Абакумов молча пожал ему руку. С горьким упреком чему-то он подумал: «Надо мне радоваться? А эти долгие, долгие годы, — невыносимо долгие».
Но больно было думать, что эти долгие годы прошли спокойно, мирно, почти счастливо. И никто в эти долгие годы не думал о том, что ошибка изуродовала нежную ткань жизни. Может быть, только одна испытывала великую душевную боль, — распятая женщина, милая его Любовь, — только она одна!
Горелов заметил его грустный вид. Сказал:
— Ну что ж, мы поделимся: мне прошлое, вам будущее. Кто выиграл от этого дележа, подсчитаем на том свете.
И они еще долго сидели, разговаривали, пили. Принесли еще бутылку вина и осушили ее. Уже занималось утро, когда они наконец разошлись.
59На другой день, когда работа на фабрике кончилась, Вера пошла не домой. Она повернула совсем в другую сторону.
Бледнолицые, осыпанные белою фарфоровою пылью, устало расходящиеся домой товарищи были сегодня как-то особенно жалки ей. Когда она приостановилась у ворот, она посмотрела на них глазами постороннего наблюдателя. Она вспомнила похороненных в этом году товарищей, умерших от чахотки. Каждому из них было меньше сорока лет. Теперь эти тихо идущие, негромко переговаривающиеся люди все казались ей обреченными на раннюю смерть.
Улитайка спросила ее:
— Куда ты, Вера?
Вера приостановилась. Сказала:
— Улитайка, пойдем мимо нашего дома, скажи маменьке, что я пошла к Разину, к Ивану Гавриловичу.

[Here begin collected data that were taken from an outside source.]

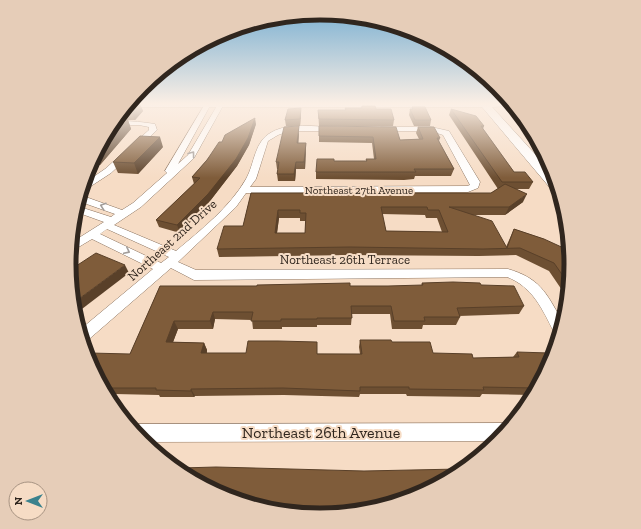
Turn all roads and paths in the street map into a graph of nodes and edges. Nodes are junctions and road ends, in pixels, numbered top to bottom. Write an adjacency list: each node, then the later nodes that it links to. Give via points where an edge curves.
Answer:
1 (152, 129): 11 (street, via 108,171)
2 (194, 129): 10 (street)
3 (207, 129): 10 (street, one-way to 3, via 191,156)
4 (344, 129): 12 (street, Northeast 2nd Drive, via 289,129 275,133 265,140 251,179)
5 (375, 129): 12 (street, Northeast 27th Avenue, via 440,130 446,133 475,186 468,190)
6 (506, 129): 9 (street)
7 (520, 129): 8 (street)
8 (533, 144)
9 (549, 178)
10 (164, 181): 15 (street)
11 (90, 182)
12 (243, 190): 19 (street, Northeast 2nd Drive, via 232,205)
13 (84, 200): 15 (street, one-way to 13)
14 (82, 211): 16 (street)
15 (124, 214): 16 (street)
16 (109, 223): 17 (street); 19 (street)
17 (92, 234): 18 (street); 19 (street, one-way to 19)
18 (77, 244)
19 (170, 263): 20 (street, Northeast 26th Terrace, via 194,275 508,273 523,278 535,286); 21 (street, Northeast 2nd Drive)
20 (557, 325)
21 (86, 334)
22 (498, 432): 23 (street, Northeast 26th Avenue)
23 (144, 433)

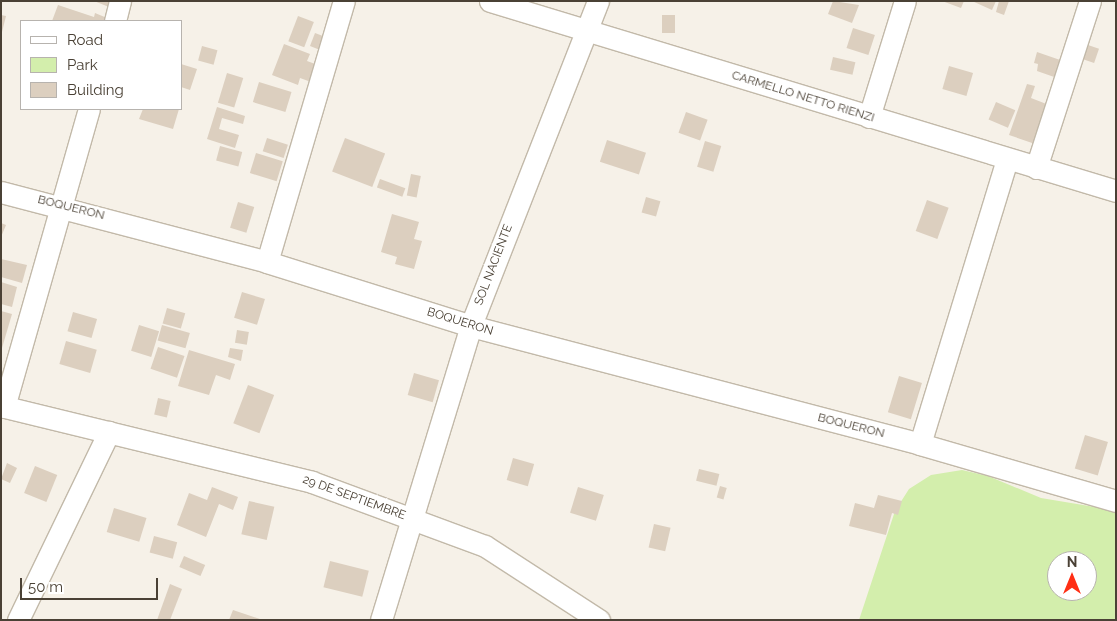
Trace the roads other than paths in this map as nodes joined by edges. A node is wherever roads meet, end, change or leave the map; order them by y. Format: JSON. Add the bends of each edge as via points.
{"nodes":[{"id":1,"x":120,"y":1,"type":"edge"},
{"id":2,"x":344,"y":1,"type":"edge"},
{"id":3,"x":490,"y":1,"type":"edge"},
{"id":4,"x":598,"y":1,"type":"edge"},
{"id":5,"x":905,"y":1,"type":"edge"},
{"id":6,"x":1090,"y":1,"type":"edge"},
{"id":7,"x":114,"y":20,"type":"edge"},
{"id":8,"x":586,"y":31,"type":"junction"},
{"id":9,"x":89,"y":110,"type":"edge"},
{"id":10,"x":869,"y":117,"type":"junction"},
{"id":11,"x":1006,"y":160,"type":"junction"},
{"id":12,"x":1036,"y":168,"type":"junction"},
{"id":13,"x":1116,"y":191,"type":"edge"},
{"id":14,"x":1,"y":192,"type":"edge"},
{"id":15,"x":61,"y":205,"type":"junction"},
{"id":16,"x":267,"y":262,"type":"junction"},
{"id":17,"x":471,"y":326,"type":"junction"},
{"id":18,"x":3,"y":407,"type":"edge"},
{"id":19,"x":109,"y":432,"type":"junction"},
{"id":20,"x":920,"y":444,"type":"junction"},
{"id":21,"x":1116,"y":501,"type":"edge"},
{"id":22,"x":411,"y":519,"type":"junction"},
{"id":23,"x":18,"y":620,"type":"edge"},
{"id":24,"x":381,"y":620,"type":"edge"},
{"id":25,"x":598,"y":620,"type":"edge"}],
"edges":[{"from":1,"to":7,"type":"street"},
{"from":2,"to":16,"type":"street"},
{"from":3,"to":8,"type":"street","name":"CARMELLO NETTO RIENZI"},
{"from":4,"to":8,"type":"street","name":"SOL NACIENTE"},
{"from":5,"to":10,"type":"street"},
{"from":6,"to":12,"type":"street"},
{"from":8,"to":10,"type":"street","name":"CARMELLO NETTO RIENZI"},
{"from":8,"to":17,"type":"street","name":"SOL NACIENTE"},
{"from":9,"to":15,"type":"street"},
{"from":10,"to":11,"type":"street","name":"CARMELLO NETTO RIENZI"},
{"from":11,"to":12,"type":"street","name":"CARMELLO NETTO RIENZI"},
{"from":11,"to":20,"type":"street"},
{"from":12,"to":13,"type":"street","name":"CARMELLO NETTO RIENZI"},
{"from":14,"to":15,"type":"street","name":"BOQUERON"},
{"from":15,"to":16,"type":"street","name":"BOQUERON"},
{"from":15,"to":18,"type":"street"},
{"from":16,"to":17,"type":"street","name":"BOQUERON"},
{"from":17,"to":20,"type":"street","name":"BOQUERON"},
{"from":17,"to":22,"type":"street","name":"SOL NACIENTE"},
{"from":18,"to":19,"type":"street","name":"29 DE SEPTIEMBRE"},
{"from":19,"to":22,"type":"street","name":"29 DE SEPTIEMBRE","via":[[312,482]]},
{"from":19,"to":23,"type":"street"},
{"from":20,"to":21,"type":"street","name":"BOQUERON"},
{"from":22,"to":24,"type":"street","name":"SOL NACIENTE"},
{"from":22,"to":25,"type":"street","name":"29 DE SEPTIEMBRE","via":[[484,546]]}]}
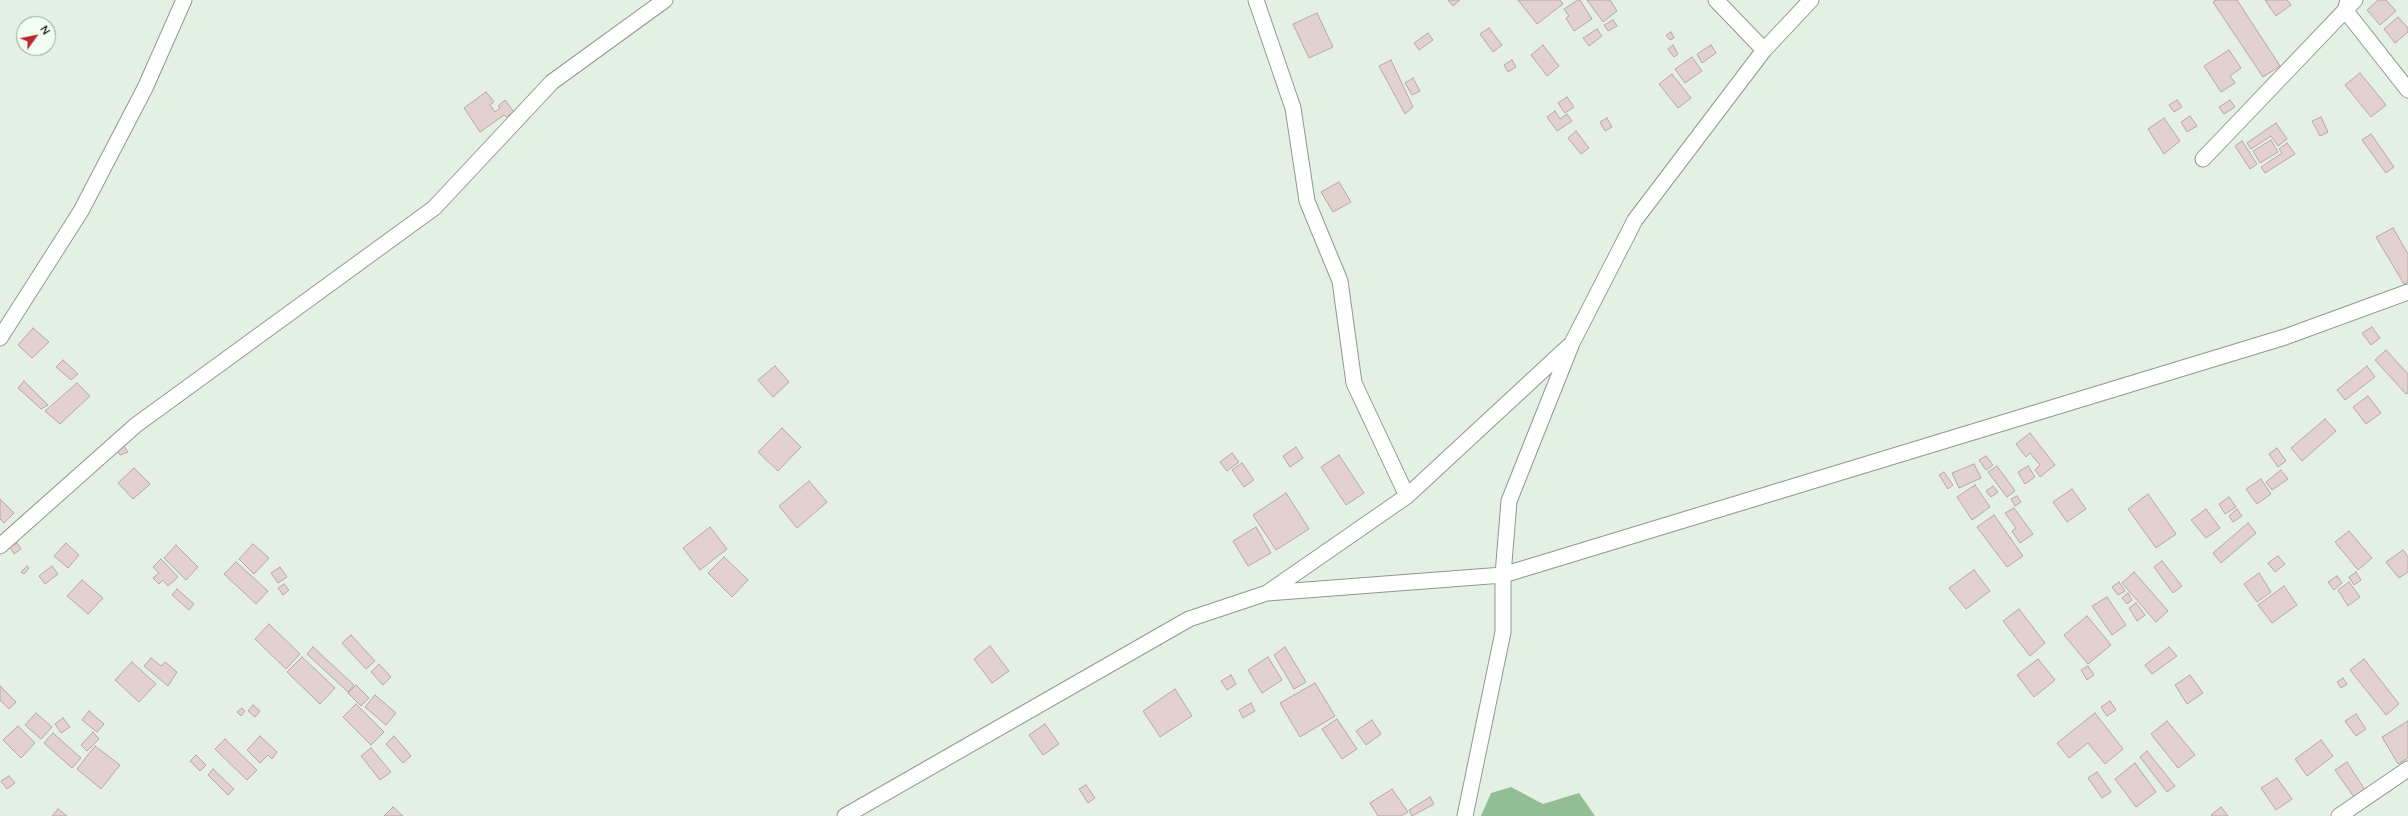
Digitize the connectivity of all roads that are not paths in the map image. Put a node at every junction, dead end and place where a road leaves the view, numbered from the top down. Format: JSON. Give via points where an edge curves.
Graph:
{"nodes":[{"id":1,"x":184,"y":0,"type":"edge"},
{"id":2,"x":665,"y":0,"type":"edge"},
{"id":3,"x":1256,"y":0,"type":"edge"},
{"id":4,"x":1716,"y":0,"type":"edge"},
{"id":5,"x":1811,"y":0,"type":"edge"},
{"id":6,"x":2350,"y":3,"type":"edge"},
{"id":7,"x":1764,"y":50,"type":"junction"},
{"id":8,"x":2408,"y":90,"type":"edge"},
{"id":9,"x":2204,"y":159,"type":"dead end"},
{"id":10,"x":2408,"y":292,"type":"edge"},
{"id":11,"x":0,"y":338,"type":"edge"},
{"id":12,"x":1572,"y":343,"type":"junction"},
{"id":13,"x":1407,"y":496,"type":"junction"},
{"id":14,"x":0,"y":546,"type":"edge"},
{"id":15,"x":1503,"y":574,"type":"junction"},
{"id":16,"x":1267,"y":593,"type":"junction"},
{"id":17,"x":2408,"y":769,"type":"edge"},
{"id":18,"x":845,"y":816,"type":"edge"},
{"id":19,"x":1465,"y":816,"type":"edge"},
{"id":20,"x":2339,"y":816,"type":"edge"}],
"edges":[{"from":1,"to":11,"type":"street","via":[[145,88],[81,211]]},
{"from":2,"to":14,"type":"street","via":[[552,82],[434,208],[136,425]]},
{"from":3,"to":13,"type":"street","via":[[1293,108],[1307,201],[1340,281],[1354,383]]},
{"from":4,"to":7,"type":"street"},
{"from":5,"to":7,"type":"street"},
{"from":6,"to":8,"type":"street"},
{"from":6,"to":9,"type":"street"},
{"from":7,"to":12,"type":"street","via":[[1635,220]]},
{"from":10,"to":15,"type":"street","via":[[2278,340]]},
{"from":12,"to":13,"type":"street"},
{"from":12,"to":15,"type":"street","via":[[1509,501]]},
{"from":13,"to":16,"type":"street"},
{"from":15,"to":16,"type":"street"},
{"from":15,"to":19,"type":"street","via":[[1502,632]]},
{"from":16,"to":18,"type":"street","via":[[1189,619]]},
{"from":17,"to":20,"type":"street"}]}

Любопытная Улитайка взмолилась было:
— Возьми меня с собою, Верунюшка!
Но Вера так решительно сказала:
— Я одна пойду, а ты не забудь маме моей сказать, — что Улитайка не решилась спорить. Только проводила Веру долгим, любопытным и завистливым взглядом.
По пути с Верою никто не шел, — фабричная слободка вся вытянулась в одну сторону от фабрики, — и скоро Вера осталась одна и негромкие разговоры ее усталых товарищей затихли за ее спиною. Когда она пошла по узкой тропинке через скошенное поле вверх от Волги к видневшейся невдалеке роще, через которую ей надобно было пройти, выражение ее лица переменилось. В глазах ее была и тоска, и решительность, и какая-то совсем не идущая к ней боязливость. Но Вера шла быстрою и уверенною походкою, — поле, роща, проселок через ниву с колосящеюся рожью, перелесок, опять луга, высокий берег Волги, вновь повернувшей сюда свое течение, и перед новою рощею невысокая ограда, ворота, калитка, за оградою на холме среди сада полускрытый деревьями дом, цель ее пути. Верино сердце сильно забилось.